At this point, since cutaneous TB was considered a possibility, past biopsy samples were examined by Ziehl-Neelsen staining (Fig. 1D). As a result, acid-fast bacilli were detected in the skin, but not in the kidney tissue sampled at the diagnosis of nephritic syndrome. In addition, the skin specimen was examined using PCR and culture, which revealed the presence of M. tuberculosis. The blood was not cultured for acid-fast bacilli, and the serum was negative for β-D glucan and Candida antigen.

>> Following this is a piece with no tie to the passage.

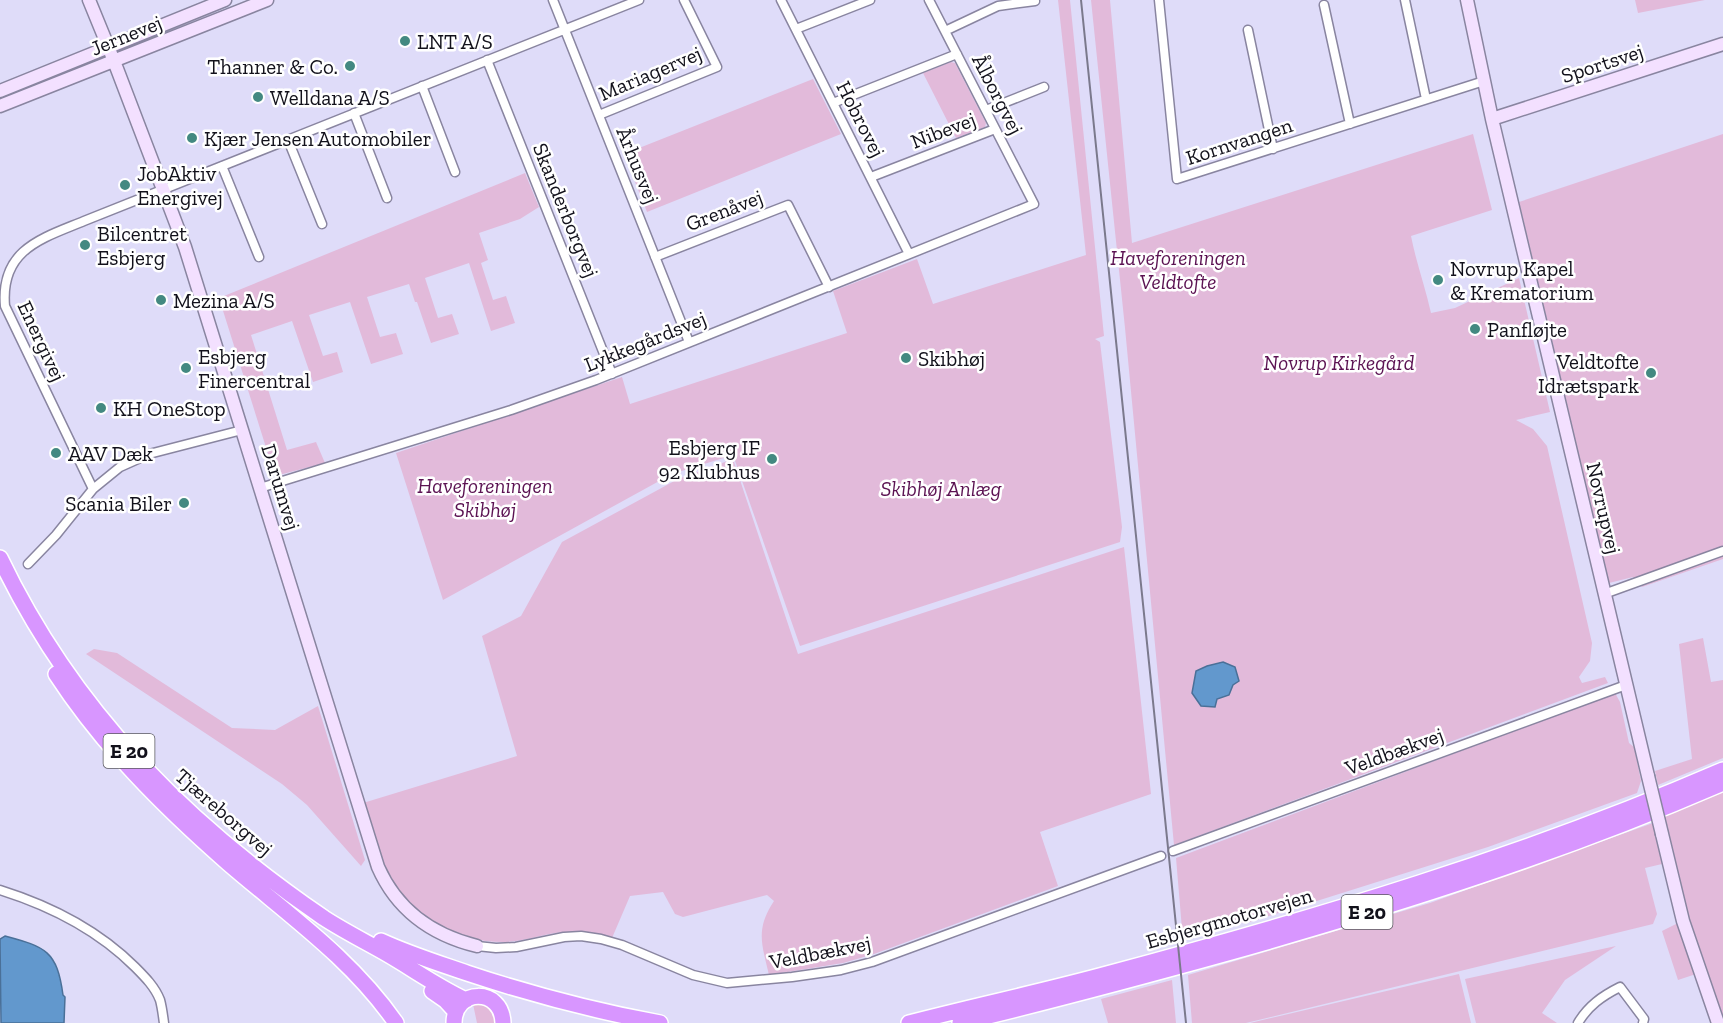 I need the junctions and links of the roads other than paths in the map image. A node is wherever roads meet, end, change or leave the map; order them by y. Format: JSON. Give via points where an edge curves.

Fig. 1. (A) Clinical features of the medial side of the left femoral region before therapy. (B) Inflammatory cells infiltrated from the upper dermis to the subcutaneous tissue. (C) There was no caseous necrosis or epithelioid granuloma, but numerous neutrophils with a few lymphocytes, histiocytes and eosinophils. (D) Ziehl-Neelsen staining demonstrated acid-fast bacilli (arrowheads).
On the basis of these findings, a diagnosis of tuberculous cellulitis with pulmonary miliary tuberculosis was made. However, although anti-tuberculotic treatment was performed immediately, the patient died.
The present case had a clinicohistopathological profile of cellulites due to common bacteria and lacked findings characteristic of cutaneous TB, such as epithelioid granuloma, caseous necrosis, and Langhans-type giant cells. Recently, with increasing numbers of immunocompromised patients, unusual presentations of tuberculosis may be observed more often. Since the reduction in immunocompetence due to steroid therapy may induce an atypical clinical presentation, such as cellulitis, it was difficult to make a diagnosis of tuberculous cellulitis. Several cases of tuberculous cellulites have been reported (1–5). Histopathologically, most cases showed epithelioid granuloma and/or caseous necrosis. Similar to our case, Kim et al. (5) reported a case of miliary tuberculosis that had been revealed approximately 3 weeks after the onset of tuberculous cellulitis without epithelial granuloma. Moreover, in immunocompromised hosts, tuberculous cellulitis occasionally shows a unique histological profile lacking findings characteristic of cutaneous TB, such as epithelioid granuloma, caseous necrosis, and Langhans-type giant cells. In addition, particular attention must be paid to the history of TB in patients with this condition.
Cutaneous TB exhibiting atypical clinical and histological features, as in this case, often leads to an unfavourable course due to a delay in the diagnosis. We emphasize that tuberculous cellulitis not accompanied by epithelioid granuloma should be recognized as a clinical type of cutaneous TB.
The authors declare no conflicts of interest.